## Recorded information

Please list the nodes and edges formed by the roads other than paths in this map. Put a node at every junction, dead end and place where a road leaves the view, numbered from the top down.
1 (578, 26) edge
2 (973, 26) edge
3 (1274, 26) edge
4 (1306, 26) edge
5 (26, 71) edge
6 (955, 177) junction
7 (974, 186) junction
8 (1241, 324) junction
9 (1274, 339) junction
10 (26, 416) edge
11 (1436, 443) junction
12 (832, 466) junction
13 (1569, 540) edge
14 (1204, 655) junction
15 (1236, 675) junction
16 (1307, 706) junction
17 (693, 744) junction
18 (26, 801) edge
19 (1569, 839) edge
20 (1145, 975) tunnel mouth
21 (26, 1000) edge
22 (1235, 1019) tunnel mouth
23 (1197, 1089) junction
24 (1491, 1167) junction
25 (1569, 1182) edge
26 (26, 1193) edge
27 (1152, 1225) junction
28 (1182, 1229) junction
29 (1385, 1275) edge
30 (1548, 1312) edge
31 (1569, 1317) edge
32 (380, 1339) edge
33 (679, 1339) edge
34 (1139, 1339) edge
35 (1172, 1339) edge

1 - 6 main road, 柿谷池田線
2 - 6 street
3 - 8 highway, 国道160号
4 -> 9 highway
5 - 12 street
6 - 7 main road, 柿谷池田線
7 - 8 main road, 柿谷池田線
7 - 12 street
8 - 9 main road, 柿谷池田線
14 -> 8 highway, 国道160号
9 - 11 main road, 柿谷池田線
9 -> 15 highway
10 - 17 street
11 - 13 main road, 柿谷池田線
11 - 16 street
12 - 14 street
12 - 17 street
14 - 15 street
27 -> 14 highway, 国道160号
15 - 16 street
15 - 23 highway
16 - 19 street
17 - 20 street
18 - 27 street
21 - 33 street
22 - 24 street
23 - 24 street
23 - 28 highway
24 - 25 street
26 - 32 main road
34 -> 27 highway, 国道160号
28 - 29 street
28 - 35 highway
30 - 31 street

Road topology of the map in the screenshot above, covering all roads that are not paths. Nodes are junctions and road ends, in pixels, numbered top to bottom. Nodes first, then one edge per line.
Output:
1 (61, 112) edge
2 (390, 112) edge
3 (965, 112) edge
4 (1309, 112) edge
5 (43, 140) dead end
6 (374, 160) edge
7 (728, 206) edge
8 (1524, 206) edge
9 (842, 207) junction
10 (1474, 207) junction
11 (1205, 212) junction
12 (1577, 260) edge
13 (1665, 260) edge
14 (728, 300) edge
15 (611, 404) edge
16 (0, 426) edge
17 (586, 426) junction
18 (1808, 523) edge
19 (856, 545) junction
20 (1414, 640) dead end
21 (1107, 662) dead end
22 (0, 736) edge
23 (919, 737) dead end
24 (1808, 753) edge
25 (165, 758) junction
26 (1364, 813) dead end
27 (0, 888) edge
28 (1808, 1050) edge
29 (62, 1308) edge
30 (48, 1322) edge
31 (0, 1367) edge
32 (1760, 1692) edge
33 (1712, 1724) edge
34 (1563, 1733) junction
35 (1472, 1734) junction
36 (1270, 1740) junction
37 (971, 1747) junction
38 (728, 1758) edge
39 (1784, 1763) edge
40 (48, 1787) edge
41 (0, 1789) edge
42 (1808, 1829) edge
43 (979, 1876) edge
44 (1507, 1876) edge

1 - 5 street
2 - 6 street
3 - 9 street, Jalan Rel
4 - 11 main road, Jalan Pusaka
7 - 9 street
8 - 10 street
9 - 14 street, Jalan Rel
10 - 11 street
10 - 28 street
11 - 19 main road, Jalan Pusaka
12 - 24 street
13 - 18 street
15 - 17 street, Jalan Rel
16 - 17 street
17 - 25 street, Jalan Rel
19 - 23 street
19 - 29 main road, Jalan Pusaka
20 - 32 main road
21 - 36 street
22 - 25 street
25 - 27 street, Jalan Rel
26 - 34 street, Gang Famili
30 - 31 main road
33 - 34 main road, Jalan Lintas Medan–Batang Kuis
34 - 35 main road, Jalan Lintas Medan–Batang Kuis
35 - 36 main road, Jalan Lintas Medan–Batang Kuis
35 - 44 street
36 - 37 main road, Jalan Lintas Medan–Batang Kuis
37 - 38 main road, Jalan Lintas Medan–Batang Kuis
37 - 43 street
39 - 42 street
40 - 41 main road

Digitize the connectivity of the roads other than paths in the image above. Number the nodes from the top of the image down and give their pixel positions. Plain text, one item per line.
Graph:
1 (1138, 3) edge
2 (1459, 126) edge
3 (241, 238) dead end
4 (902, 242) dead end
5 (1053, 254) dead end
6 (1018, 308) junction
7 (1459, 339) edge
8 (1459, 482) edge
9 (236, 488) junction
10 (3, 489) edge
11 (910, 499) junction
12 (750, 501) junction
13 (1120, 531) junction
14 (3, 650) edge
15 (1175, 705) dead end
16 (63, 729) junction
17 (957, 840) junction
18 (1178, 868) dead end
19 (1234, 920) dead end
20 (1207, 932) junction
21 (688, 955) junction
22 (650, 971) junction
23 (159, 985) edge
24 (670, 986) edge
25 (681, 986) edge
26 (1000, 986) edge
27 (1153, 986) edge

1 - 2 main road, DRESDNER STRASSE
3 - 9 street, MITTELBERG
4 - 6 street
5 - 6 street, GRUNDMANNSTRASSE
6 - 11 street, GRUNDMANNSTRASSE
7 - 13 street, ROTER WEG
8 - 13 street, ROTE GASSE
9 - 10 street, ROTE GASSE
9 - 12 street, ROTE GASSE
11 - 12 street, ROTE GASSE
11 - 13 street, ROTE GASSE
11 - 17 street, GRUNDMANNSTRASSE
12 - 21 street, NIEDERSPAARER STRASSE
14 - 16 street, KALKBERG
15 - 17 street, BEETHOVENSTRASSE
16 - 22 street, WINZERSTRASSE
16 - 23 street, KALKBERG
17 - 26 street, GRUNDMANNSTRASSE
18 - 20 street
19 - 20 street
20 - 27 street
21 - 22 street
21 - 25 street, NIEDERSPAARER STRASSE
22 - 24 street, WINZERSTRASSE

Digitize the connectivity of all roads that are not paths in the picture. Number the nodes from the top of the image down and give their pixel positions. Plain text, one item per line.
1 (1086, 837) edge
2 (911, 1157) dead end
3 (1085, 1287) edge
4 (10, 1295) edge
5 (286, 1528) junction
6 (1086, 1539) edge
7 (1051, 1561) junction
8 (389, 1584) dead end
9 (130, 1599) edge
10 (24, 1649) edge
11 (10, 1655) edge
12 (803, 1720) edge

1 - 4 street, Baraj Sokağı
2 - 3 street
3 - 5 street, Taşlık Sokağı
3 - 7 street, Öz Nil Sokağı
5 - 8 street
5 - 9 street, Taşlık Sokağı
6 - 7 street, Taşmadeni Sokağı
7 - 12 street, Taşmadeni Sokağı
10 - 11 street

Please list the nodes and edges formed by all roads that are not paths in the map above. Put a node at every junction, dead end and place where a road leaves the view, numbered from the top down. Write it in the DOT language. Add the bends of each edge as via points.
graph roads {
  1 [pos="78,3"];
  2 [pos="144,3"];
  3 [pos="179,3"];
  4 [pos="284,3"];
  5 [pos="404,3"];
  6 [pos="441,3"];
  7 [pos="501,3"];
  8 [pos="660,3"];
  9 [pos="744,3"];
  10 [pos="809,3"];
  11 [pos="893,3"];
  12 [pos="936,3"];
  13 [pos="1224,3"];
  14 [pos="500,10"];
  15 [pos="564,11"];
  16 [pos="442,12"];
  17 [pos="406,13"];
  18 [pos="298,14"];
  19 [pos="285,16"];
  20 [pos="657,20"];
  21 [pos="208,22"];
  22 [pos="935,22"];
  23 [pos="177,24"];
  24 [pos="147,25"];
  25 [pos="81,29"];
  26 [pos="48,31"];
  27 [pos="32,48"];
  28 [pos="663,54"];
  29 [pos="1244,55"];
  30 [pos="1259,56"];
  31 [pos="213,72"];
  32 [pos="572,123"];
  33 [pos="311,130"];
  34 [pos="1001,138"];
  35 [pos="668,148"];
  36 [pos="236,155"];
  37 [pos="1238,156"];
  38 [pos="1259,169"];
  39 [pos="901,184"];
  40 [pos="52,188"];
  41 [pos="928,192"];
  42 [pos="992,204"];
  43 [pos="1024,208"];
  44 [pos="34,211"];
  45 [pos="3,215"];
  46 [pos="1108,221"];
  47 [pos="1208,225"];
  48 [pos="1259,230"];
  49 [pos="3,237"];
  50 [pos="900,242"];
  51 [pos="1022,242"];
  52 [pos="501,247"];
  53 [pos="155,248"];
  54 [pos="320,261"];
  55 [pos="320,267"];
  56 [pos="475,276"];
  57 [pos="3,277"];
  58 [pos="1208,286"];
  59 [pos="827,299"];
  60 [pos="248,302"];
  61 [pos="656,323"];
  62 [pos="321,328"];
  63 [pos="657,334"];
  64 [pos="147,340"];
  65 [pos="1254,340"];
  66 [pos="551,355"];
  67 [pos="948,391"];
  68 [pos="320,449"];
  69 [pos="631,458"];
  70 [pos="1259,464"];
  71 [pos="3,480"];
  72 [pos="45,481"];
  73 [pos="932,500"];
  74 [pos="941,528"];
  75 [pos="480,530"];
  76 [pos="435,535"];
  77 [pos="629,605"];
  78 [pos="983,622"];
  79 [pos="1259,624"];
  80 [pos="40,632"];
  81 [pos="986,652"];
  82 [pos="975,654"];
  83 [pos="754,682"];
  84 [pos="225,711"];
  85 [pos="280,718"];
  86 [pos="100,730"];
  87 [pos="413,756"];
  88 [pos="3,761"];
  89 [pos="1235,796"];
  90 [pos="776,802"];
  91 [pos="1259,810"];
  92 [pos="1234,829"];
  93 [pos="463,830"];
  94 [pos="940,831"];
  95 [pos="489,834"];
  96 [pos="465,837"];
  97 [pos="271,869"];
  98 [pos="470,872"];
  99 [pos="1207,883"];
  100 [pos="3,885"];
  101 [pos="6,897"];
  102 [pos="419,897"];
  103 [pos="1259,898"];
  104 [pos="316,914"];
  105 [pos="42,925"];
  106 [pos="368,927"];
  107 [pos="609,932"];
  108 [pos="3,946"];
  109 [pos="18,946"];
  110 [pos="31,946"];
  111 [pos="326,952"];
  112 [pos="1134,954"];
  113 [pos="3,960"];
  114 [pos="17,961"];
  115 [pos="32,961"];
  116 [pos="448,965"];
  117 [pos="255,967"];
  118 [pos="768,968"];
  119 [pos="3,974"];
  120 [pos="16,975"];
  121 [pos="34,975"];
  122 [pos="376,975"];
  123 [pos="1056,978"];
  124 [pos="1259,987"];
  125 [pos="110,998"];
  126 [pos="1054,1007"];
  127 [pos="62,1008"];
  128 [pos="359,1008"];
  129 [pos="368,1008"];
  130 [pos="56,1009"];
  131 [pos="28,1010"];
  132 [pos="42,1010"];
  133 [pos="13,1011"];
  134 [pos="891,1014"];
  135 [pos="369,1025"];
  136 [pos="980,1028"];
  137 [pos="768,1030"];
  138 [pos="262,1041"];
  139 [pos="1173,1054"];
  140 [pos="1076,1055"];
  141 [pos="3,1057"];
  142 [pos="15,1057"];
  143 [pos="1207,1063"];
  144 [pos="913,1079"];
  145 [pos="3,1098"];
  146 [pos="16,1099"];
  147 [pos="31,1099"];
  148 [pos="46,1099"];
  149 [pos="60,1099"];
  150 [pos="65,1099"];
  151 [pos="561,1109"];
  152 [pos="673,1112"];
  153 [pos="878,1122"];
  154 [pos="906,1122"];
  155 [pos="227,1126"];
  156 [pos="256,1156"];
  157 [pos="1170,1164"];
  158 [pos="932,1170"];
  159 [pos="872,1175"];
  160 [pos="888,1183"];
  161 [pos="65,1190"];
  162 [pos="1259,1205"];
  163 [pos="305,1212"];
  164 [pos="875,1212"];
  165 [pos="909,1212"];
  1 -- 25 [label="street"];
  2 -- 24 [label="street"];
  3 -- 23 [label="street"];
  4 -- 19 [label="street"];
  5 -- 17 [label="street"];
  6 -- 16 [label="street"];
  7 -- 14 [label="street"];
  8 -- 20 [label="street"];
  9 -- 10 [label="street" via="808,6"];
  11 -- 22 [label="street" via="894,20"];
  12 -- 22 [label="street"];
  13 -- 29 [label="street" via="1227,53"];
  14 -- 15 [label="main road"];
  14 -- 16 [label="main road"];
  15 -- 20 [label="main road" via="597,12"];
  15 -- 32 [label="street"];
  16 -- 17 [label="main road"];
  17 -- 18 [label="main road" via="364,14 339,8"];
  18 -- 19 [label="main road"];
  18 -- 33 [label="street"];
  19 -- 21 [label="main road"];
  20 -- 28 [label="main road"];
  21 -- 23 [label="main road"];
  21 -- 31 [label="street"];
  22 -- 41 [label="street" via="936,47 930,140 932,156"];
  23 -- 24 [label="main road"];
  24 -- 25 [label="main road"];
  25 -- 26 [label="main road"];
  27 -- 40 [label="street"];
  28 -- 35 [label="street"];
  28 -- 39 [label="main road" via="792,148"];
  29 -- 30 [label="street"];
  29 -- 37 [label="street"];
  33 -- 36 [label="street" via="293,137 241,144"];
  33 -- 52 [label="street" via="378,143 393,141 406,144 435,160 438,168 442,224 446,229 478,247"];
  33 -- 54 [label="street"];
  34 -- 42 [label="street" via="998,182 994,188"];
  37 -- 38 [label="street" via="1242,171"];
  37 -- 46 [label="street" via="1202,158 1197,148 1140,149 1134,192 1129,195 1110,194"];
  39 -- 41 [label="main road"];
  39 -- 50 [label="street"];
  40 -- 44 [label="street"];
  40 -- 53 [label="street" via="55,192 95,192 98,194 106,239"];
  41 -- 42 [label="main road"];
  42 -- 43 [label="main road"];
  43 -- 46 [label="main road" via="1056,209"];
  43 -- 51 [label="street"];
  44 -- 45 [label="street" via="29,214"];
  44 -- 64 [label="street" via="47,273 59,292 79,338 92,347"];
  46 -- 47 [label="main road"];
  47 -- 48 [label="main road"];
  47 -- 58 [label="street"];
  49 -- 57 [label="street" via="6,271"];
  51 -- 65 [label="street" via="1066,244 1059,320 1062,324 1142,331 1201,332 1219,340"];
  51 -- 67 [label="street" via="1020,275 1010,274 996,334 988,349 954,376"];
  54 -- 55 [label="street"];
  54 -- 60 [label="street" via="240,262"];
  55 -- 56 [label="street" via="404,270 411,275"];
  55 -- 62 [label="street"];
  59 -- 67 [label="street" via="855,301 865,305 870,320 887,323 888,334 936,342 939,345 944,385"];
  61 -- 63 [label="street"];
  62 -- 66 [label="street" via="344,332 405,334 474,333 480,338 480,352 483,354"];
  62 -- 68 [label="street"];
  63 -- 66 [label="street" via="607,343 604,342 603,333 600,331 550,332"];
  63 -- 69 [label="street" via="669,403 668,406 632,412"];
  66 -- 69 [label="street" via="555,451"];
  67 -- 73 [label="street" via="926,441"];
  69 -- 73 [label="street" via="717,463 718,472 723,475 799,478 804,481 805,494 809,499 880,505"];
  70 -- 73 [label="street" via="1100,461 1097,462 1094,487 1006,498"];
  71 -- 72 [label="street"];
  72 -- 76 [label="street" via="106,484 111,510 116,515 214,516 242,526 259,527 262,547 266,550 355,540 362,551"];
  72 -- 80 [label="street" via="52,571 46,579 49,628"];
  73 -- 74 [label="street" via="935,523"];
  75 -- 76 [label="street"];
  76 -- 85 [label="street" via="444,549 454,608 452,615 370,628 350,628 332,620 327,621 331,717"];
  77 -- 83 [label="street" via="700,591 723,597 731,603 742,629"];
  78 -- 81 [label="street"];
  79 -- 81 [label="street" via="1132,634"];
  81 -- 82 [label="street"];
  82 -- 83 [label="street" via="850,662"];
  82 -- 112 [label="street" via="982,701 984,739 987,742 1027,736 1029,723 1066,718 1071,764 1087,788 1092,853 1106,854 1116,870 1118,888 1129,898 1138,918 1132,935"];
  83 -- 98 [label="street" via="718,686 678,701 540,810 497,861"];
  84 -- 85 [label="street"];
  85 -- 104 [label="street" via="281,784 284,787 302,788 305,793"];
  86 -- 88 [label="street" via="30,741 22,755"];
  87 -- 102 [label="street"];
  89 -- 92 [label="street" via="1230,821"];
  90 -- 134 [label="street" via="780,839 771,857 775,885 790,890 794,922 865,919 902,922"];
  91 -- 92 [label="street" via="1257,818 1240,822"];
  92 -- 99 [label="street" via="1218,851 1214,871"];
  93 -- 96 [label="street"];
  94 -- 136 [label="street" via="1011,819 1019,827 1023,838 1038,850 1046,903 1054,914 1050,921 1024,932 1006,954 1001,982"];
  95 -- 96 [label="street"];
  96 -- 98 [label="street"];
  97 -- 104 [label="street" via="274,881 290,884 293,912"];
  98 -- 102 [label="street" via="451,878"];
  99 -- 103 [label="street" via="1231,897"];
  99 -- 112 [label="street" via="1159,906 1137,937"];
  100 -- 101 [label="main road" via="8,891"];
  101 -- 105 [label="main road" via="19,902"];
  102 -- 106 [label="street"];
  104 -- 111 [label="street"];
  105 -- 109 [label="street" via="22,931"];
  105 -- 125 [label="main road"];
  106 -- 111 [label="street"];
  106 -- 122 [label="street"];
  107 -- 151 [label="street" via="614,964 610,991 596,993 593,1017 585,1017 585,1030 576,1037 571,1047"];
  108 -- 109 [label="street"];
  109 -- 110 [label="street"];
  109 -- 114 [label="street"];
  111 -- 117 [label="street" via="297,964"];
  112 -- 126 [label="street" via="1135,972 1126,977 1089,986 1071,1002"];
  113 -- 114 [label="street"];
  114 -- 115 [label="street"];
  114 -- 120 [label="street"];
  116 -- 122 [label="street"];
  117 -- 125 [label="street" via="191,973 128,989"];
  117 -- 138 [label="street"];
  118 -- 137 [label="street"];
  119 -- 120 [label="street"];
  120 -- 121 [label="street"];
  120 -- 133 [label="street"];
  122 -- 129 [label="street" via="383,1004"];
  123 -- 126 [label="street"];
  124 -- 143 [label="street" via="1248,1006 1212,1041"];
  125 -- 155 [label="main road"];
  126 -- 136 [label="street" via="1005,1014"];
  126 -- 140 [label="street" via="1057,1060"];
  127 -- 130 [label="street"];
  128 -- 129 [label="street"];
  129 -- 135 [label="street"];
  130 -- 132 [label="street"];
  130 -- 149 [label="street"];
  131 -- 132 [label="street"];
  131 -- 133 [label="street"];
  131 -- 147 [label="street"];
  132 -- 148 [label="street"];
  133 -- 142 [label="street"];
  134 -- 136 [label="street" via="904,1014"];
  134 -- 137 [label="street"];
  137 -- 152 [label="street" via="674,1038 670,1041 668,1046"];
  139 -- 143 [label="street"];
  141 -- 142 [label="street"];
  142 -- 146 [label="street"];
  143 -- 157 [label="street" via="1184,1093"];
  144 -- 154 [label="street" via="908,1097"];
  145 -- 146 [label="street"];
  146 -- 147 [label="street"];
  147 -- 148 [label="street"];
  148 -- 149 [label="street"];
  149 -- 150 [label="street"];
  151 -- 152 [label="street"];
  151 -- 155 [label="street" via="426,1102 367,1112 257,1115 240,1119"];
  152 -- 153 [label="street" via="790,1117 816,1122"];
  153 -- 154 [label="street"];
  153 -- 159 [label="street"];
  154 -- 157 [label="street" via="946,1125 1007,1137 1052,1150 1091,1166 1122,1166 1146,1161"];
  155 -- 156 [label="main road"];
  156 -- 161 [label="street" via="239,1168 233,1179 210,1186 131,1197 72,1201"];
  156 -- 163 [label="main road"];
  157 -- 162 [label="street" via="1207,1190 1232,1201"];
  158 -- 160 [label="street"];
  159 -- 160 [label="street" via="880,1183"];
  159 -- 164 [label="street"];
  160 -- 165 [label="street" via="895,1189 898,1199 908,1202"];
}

## Instructions to follow
List every line from the entries above in which "NIEDERSPAARER" appears.

## Solution to this problem
12 - 21 street, NIEDERSPAARER STRASSE
21 - 25 street, NIEDERSPAARER STRASSE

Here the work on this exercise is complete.